▸ Task description
Lines of the data that contain the word "Leone" are the ones to copy.

▸ Excerpted data
[Start of section]
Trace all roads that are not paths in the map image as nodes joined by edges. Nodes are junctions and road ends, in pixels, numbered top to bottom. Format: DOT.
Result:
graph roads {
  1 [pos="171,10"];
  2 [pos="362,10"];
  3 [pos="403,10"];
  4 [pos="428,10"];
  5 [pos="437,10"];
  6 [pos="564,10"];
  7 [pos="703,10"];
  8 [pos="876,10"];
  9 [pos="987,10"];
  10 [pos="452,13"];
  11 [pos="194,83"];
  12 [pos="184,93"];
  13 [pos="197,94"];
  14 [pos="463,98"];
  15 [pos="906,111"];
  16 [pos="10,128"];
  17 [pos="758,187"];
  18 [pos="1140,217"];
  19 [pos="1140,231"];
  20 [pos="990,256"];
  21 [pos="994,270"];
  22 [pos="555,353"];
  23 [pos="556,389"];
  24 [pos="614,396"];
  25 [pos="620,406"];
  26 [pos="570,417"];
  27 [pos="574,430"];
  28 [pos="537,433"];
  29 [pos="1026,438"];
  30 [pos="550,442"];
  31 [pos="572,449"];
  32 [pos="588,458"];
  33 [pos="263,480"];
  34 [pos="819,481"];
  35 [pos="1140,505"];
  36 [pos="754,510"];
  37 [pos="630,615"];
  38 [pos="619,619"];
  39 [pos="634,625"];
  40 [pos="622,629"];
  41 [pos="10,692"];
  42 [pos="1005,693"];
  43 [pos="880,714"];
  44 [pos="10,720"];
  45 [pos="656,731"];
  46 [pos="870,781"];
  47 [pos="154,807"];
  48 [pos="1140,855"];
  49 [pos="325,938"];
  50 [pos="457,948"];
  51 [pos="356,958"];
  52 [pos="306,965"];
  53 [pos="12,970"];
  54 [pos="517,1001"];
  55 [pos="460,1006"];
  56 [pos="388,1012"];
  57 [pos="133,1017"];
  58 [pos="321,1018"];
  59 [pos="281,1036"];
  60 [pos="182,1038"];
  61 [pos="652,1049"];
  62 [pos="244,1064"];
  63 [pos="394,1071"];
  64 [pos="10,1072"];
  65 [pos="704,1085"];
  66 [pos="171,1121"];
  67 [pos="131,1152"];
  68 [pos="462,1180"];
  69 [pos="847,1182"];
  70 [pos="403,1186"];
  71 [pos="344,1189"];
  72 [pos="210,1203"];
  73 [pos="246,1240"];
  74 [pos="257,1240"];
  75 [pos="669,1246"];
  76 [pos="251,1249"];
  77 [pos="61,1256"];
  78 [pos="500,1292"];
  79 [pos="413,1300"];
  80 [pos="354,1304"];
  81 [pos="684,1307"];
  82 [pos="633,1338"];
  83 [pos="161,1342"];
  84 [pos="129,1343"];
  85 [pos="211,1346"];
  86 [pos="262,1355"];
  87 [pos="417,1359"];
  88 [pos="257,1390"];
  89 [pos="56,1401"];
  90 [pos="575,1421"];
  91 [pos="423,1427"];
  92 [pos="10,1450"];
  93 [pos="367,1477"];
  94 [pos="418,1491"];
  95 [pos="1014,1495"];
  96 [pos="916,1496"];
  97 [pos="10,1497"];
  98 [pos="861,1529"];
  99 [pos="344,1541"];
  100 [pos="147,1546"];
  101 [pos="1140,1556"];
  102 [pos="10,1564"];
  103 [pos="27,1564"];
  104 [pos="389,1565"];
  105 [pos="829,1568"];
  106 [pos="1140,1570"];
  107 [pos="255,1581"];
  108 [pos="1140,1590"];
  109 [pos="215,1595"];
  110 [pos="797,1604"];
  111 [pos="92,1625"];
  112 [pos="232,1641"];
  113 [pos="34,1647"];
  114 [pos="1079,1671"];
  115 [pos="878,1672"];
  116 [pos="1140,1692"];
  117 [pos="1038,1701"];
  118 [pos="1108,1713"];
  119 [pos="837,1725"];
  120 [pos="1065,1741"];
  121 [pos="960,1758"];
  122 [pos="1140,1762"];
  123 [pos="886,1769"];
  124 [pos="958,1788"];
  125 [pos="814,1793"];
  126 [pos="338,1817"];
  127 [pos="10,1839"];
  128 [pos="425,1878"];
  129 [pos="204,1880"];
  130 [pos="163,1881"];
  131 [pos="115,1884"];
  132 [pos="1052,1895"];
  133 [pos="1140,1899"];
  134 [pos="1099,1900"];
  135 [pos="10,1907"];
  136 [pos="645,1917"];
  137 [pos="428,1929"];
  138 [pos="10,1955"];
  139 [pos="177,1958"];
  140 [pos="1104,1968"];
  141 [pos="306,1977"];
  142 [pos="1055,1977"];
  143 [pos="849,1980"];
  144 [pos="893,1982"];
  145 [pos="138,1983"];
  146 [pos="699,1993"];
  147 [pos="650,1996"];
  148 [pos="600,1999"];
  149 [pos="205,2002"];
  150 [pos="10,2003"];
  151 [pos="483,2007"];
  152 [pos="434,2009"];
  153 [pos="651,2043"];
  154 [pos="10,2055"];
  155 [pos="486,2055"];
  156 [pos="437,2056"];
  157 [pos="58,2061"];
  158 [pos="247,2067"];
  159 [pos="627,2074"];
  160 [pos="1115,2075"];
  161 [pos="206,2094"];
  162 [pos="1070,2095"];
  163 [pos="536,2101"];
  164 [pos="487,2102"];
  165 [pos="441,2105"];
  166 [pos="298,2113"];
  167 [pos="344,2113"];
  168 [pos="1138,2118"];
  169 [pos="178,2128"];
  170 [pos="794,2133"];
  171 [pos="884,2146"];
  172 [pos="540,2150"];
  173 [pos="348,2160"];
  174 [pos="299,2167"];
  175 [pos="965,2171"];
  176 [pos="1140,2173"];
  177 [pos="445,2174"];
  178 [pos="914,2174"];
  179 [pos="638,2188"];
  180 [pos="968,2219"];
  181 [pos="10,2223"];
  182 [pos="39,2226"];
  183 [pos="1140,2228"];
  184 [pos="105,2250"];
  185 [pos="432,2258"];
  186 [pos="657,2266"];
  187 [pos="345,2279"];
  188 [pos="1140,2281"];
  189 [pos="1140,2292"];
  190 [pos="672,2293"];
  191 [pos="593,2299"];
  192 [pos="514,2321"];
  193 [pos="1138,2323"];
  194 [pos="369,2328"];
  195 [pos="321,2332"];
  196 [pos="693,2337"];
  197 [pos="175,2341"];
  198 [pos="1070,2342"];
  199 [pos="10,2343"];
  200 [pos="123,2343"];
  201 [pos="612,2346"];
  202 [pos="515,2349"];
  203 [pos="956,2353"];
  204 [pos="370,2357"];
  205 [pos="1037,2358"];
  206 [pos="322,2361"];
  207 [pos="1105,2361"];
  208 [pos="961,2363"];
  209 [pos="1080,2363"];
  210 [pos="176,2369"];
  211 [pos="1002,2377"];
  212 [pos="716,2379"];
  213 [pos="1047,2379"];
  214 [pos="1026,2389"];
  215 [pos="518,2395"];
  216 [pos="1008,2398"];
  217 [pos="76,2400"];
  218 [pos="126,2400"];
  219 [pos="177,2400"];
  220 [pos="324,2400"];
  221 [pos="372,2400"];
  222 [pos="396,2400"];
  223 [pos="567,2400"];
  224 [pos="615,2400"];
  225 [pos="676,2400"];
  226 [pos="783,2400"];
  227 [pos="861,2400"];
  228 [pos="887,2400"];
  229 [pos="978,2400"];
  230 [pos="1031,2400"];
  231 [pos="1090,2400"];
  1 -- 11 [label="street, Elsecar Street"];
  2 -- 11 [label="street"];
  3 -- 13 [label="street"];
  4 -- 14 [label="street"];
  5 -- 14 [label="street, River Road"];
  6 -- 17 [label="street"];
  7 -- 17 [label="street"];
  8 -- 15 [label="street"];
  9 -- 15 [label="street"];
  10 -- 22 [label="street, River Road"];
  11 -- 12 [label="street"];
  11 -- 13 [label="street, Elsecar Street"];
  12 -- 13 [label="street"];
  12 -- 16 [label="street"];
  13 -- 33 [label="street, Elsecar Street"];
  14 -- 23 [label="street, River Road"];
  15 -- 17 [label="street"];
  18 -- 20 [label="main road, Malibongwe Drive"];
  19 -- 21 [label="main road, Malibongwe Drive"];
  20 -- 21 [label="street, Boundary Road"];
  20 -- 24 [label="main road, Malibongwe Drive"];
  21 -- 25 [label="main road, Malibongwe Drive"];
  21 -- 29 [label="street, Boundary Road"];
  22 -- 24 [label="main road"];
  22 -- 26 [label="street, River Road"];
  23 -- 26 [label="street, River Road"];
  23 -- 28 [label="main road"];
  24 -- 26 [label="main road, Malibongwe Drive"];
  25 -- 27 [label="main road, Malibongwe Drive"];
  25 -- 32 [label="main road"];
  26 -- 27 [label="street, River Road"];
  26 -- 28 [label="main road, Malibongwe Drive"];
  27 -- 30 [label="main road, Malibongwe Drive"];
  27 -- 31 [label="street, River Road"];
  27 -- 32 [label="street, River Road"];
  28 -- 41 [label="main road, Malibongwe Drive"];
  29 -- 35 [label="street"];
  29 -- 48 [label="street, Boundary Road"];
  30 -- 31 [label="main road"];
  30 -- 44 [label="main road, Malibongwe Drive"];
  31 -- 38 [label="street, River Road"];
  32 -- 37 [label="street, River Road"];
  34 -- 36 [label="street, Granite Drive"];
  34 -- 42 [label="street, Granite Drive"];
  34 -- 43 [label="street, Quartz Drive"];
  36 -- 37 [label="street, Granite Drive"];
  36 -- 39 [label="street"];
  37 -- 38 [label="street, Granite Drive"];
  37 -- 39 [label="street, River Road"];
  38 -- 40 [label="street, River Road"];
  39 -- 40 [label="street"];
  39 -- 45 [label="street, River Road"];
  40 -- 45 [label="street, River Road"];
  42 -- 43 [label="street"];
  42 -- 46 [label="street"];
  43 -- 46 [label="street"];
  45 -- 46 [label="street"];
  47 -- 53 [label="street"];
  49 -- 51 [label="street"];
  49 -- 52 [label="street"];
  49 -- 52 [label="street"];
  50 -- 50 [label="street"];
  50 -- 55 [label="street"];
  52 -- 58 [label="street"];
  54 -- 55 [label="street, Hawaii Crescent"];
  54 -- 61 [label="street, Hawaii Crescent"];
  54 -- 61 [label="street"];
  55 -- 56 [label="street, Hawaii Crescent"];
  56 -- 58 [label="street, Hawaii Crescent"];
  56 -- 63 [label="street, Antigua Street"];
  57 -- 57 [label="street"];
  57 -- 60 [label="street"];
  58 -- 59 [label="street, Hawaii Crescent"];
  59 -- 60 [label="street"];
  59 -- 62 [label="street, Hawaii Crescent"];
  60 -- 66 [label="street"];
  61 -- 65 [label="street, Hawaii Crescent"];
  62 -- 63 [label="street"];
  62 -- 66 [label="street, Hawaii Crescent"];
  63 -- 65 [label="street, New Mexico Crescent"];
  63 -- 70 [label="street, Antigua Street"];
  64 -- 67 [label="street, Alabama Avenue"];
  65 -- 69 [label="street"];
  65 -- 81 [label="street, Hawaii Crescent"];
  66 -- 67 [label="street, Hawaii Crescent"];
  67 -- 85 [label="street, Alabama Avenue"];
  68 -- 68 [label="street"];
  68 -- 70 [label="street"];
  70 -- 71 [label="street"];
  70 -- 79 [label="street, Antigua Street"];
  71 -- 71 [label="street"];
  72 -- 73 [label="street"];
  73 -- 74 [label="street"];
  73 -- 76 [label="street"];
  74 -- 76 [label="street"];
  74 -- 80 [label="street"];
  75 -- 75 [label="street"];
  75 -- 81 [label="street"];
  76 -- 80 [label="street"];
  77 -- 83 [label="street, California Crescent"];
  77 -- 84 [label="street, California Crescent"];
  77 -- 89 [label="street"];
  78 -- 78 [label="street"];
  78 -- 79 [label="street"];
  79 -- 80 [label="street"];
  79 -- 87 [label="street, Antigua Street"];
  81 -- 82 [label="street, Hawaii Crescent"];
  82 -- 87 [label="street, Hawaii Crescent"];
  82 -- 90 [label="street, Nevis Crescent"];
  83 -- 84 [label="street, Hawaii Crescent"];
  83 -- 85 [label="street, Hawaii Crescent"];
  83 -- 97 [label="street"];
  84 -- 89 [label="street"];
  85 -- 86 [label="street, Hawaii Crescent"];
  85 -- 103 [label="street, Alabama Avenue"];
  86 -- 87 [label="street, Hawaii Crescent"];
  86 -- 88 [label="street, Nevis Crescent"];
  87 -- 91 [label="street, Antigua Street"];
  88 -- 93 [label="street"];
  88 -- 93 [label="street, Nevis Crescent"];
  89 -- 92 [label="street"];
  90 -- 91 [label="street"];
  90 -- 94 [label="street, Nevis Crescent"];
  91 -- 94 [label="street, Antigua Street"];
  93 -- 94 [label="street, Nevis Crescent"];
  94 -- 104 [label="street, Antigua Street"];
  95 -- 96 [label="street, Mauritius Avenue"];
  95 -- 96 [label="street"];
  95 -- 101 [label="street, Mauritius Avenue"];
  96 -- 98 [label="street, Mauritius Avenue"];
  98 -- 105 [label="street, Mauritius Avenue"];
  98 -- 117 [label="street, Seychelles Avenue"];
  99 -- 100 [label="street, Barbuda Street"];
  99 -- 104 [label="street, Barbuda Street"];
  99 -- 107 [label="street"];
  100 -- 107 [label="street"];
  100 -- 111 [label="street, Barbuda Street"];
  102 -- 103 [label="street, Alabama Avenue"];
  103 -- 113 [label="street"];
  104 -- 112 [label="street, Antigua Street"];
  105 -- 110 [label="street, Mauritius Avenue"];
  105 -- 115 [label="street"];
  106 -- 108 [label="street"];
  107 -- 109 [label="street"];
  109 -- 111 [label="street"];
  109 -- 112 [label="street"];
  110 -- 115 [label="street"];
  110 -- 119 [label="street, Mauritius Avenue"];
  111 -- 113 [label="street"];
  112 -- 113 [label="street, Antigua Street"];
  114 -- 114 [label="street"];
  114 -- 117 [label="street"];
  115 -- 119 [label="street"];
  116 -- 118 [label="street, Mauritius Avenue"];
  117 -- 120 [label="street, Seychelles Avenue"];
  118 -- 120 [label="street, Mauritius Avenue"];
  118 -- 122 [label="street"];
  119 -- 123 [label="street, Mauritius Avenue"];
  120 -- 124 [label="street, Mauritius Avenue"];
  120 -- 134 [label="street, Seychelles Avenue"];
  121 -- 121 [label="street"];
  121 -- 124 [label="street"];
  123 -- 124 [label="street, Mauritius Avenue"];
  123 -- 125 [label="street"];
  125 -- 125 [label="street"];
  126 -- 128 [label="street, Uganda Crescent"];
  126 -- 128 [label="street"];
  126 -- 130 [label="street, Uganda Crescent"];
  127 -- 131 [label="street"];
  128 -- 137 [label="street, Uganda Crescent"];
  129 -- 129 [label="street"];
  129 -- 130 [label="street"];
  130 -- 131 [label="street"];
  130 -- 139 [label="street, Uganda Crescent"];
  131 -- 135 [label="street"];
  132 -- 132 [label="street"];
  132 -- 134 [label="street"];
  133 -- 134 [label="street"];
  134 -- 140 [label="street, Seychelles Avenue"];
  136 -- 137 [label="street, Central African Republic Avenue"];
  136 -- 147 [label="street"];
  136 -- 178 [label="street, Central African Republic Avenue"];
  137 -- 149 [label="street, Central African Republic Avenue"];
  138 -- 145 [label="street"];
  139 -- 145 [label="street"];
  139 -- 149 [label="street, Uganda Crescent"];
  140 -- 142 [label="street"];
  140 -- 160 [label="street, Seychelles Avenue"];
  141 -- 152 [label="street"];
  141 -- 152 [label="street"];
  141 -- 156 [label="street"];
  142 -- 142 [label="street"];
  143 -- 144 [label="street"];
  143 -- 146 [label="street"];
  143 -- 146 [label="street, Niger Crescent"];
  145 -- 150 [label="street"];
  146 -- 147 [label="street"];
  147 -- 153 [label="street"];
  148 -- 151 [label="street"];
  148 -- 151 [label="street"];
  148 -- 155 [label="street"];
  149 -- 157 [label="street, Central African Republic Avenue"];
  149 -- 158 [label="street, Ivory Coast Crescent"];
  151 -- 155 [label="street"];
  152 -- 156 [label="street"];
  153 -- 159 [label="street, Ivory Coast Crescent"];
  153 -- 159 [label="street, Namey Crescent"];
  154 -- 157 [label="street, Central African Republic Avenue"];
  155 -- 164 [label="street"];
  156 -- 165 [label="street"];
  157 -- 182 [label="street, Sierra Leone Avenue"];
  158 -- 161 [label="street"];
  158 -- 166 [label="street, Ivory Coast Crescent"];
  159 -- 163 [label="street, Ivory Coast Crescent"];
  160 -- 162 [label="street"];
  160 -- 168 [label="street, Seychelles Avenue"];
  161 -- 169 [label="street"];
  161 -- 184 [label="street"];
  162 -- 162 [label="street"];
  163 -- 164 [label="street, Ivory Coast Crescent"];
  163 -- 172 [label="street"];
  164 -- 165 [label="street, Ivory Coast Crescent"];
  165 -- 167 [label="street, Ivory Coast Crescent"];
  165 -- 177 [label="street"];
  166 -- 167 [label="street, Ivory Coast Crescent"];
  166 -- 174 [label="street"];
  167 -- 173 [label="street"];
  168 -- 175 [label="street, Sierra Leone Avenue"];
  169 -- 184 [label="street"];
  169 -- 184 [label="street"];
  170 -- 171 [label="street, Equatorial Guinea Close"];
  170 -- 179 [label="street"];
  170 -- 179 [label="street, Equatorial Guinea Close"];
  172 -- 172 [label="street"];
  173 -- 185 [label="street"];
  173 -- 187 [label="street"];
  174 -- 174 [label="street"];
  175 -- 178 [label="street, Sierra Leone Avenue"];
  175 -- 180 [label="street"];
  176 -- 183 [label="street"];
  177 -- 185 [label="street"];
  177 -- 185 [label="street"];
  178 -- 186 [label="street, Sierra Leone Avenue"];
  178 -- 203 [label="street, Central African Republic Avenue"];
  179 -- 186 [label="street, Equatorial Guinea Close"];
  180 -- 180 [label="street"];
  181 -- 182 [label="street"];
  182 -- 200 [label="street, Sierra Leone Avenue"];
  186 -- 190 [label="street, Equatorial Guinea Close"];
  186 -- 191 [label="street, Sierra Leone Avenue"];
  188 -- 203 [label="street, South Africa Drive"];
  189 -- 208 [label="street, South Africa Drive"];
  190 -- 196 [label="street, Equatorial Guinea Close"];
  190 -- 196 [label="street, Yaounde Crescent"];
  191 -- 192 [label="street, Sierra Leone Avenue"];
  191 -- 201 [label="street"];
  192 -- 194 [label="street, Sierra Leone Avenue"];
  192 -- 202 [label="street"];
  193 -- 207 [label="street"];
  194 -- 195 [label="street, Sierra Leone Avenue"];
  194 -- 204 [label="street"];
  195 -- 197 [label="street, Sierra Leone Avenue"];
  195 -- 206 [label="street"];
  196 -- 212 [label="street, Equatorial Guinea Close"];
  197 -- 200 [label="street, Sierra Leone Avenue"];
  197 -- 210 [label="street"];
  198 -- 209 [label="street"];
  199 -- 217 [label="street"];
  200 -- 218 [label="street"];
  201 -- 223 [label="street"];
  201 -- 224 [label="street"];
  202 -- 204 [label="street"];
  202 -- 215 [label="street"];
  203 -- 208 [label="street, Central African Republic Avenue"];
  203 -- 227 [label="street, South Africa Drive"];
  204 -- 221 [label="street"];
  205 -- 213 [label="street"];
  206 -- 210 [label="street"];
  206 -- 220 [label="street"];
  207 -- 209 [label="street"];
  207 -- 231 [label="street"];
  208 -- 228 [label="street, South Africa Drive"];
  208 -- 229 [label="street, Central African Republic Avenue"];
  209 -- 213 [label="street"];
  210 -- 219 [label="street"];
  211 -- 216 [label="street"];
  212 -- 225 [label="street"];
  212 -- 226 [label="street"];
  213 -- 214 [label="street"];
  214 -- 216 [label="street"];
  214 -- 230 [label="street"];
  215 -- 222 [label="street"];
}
[End of section]
▸ Task answer
  157 -- 182 [label="street, Sierra Leone Avenue"];
  168 -- 175 [label="street, Sierra Leone Avenue"];
  175 -- 178 [label="street, Sierra Leone Avenue"];
  178 -- 186 [label="street, Sierra Leone Avenue"];
  182 -- 200 [label="street, Sierra Leone Avenue"];
  186 -- 191 [label="street, Sierra Leone Avenue"];
  191 -- 192 [label="street, Sierra Leone Avenue"];
  192 -- 194 [label="street, Sierra Leone Avenue"];
  194 -- 195 [label="street, Sierra Leone Avenue"];
  195 -- 197 [label="street, Sierra Leone Avenue"];
  197 -- 200 [label="street, Sierra Leone Avenue"];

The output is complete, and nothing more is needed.